▶ **WHAT YOU WILL DO**: Provide only the number of lines below in which the string "Park" occurs.

▶ **DATA RECORDS**:
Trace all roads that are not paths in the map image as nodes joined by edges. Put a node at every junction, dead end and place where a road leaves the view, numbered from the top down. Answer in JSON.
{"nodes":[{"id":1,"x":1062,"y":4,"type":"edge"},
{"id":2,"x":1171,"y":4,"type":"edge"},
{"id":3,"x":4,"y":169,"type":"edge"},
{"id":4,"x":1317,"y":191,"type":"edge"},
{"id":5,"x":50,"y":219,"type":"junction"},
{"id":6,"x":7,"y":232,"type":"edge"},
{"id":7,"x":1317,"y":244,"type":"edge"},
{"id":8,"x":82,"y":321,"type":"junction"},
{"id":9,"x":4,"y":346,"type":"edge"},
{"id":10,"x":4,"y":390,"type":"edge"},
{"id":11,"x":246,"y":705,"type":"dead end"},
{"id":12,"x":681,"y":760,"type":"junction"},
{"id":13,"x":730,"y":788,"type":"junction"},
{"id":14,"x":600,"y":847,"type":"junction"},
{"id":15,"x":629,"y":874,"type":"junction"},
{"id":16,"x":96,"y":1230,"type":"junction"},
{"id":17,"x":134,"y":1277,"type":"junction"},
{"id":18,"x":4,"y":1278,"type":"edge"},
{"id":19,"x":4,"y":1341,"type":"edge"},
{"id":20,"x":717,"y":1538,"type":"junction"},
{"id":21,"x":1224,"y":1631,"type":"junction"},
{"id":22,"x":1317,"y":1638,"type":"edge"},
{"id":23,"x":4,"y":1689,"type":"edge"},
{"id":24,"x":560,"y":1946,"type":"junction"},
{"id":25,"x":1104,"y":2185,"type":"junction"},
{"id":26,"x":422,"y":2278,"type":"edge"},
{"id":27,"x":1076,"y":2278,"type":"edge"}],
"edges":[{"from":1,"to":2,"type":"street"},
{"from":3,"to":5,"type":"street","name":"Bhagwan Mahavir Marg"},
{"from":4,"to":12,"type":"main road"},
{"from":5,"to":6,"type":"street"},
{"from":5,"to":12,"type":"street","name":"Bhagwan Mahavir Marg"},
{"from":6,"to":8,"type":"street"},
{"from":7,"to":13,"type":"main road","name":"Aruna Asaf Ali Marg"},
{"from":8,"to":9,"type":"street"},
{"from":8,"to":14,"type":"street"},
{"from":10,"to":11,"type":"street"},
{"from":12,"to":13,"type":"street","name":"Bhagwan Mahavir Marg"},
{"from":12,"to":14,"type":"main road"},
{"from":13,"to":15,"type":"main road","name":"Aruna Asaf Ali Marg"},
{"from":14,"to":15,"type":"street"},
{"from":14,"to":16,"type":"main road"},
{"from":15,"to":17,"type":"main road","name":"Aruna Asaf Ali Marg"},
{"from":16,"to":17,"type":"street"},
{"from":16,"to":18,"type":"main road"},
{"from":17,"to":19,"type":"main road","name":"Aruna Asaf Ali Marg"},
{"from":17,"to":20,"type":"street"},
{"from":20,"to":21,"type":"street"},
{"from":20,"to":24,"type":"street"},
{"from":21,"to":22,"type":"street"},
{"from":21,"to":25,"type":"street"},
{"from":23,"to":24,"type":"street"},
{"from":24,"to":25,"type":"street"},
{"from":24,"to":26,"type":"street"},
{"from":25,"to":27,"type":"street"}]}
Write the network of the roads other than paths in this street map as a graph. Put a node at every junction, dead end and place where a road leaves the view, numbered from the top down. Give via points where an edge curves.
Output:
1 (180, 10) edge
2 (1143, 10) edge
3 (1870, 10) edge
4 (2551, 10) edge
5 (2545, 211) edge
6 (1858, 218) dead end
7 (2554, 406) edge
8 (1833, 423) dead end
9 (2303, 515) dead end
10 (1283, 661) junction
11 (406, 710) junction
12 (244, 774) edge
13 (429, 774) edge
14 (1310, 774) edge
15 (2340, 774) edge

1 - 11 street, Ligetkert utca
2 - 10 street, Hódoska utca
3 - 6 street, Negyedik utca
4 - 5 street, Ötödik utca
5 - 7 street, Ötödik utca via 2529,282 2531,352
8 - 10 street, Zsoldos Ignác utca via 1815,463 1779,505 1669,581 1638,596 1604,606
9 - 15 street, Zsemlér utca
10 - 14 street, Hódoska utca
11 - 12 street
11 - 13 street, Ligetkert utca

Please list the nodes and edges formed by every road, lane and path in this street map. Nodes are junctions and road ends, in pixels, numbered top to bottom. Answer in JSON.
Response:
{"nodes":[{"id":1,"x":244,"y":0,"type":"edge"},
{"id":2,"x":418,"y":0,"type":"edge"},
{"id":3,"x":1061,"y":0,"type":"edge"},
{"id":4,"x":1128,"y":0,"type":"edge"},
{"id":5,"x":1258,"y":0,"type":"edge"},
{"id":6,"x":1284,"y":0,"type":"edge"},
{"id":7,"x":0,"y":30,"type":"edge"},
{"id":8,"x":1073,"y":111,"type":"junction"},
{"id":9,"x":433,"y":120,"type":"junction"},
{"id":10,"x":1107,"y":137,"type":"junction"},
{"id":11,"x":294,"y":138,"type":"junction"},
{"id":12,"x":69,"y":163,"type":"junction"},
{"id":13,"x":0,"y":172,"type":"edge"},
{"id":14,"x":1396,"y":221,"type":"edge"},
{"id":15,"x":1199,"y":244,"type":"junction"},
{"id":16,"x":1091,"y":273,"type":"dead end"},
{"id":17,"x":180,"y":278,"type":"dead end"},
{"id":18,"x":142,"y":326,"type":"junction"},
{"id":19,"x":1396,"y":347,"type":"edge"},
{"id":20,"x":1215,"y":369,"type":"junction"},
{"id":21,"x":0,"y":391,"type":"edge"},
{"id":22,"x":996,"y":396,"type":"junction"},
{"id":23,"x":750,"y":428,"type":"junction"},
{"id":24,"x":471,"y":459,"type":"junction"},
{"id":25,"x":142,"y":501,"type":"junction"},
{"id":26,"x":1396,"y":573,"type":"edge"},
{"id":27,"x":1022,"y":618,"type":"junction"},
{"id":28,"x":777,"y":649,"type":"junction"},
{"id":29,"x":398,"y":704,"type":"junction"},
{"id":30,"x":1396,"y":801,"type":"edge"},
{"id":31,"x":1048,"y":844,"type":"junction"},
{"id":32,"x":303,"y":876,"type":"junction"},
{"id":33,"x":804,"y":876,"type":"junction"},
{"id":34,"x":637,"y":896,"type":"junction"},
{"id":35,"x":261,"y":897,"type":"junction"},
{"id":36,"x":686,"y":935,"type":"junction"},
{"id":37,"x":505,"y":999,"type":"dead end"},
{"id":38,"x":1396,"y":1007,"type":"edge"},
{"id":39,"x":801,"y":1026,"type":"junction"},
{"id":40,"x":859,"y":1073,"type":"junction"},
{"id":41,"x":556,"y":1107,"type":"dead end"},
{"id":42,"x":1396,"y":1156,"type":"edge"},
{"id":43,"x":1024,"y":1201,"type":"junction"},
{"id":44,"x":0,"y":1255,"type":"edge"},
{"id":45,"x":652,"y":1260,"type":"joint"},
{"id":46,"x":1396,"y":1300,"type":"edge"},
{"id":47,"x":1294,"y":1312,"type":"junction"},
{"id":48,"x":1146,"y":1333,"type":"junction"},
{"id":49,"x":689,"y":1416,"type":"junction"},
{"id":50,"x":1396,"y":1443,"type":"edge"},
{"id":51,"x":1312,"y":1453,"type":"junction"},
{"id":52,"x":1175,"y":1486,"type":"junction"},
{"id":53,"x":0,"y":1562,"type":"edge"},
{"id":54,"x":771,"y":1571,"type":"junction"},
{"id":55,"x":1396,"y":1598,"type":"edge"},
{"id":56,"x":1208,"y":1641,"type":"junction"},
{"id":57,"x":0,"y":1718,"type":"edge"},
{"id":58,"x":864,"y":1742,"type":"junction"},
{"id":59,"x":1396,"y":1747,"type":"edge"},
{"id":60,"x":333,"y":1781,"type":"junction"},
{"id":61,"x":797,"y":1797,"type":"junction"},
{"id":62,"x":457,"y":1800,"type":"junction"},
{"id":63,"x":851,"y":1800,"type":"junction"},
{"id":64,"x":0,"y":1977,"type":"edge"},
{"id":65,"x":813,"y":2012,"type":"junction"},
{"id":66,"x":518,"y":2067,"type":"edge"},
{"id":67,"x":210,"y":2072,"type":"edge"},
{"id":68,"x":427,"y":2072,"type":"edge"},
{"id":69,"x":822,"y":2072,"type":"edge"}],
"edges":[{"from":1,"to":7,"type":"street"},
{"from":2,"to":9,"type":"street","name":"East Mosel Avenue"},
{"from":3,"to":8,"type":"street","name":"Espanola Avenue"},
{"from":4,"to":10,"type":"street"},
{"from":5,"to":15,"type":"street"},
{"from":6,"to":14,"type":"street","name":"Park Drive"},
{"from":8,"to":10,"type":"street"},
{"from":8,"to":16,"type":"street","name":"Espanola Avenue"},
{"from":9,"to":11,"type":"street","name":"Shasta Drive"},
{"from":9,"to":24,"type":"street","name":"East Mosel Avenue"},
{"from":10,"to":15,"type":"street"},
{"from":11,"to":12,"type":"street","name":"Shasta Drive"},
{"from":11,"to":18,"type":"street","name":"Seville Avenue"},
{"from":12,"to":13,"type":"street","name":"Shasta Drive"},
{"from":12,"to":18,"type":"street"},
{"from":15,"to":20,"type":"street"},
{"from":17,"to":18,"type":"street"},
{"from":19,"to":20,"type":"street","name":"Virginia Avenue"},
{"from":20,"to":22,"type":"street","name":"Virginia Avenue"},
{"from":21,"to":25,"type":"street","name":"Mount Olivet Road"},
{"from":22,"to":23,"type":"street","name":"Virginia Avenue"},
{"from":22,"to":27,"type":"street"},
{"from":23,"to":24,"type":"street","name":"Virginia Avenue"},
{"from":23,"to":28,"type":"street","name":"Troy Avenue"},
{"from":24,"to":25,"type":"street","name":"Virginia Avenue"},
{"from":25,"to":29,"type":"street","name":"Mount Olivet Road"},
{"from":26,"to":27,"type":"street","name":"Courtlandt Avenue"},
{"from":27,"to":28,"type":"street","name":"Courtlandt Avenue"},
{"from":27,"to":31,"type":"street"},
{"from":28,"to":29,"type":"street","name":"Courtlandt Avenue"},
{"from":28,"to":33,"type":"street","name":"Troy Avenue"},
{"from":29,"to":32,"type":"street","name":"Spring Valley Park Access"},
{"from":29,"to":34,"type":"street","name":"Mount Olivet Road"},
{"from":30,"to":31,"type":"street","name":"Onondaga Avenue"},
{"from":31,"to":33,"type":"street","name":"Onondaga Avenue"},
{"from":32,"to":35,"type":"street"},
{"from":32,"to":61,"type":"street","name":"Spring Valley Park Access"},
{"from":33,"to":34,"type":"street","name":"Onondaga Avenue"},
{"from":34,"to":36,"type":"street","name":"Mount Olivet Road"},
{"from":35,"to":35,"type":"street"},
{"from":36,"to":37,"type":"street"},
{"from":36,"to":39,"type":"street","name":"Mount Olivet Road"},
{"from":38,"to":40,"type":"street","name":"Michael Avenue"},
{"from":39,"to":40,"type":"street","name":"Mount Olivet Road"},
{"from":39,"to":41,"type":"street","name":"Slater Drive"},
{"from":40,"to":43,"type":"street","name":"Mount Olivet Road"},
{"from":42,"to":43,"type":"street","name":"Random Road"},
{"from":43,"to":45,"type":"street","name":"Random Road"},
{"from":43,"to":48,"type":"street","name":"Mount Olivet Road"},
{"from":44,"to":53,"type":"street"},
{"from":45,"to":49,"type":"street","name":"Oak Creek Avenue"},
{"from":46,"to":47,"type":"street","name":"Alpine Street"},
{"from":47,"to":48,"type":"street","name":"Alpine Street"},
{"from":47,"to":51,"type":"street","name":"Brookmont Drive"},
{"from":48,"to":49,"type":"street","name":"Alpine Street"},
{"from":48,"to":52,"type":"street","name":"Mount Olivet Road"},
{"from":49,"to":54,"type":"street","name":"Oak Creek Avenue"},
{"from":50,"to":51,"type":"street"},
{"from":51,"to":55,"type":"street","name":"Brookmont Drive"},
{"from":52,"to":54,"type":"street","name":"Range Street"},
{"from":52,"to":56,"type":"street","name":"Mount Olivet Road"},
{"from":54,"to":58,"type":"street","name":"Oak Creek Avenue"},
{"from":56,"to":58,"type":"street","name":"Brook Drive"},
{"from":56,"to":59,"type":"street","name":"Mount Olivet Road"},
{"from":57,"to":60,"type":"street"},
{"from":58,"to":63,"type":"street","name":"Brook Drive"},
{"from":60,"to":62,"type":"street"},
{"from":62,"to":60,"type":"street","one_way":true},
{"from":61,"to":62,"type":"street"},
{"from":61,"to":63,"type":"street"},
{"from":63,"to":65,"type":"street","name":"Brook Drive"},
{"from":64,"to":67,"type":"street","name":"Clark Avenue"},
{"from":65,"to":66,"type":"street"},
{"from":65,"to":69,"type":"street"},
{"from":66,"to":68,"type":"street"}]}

▶ **OUTPUT OF THE TASK**: 3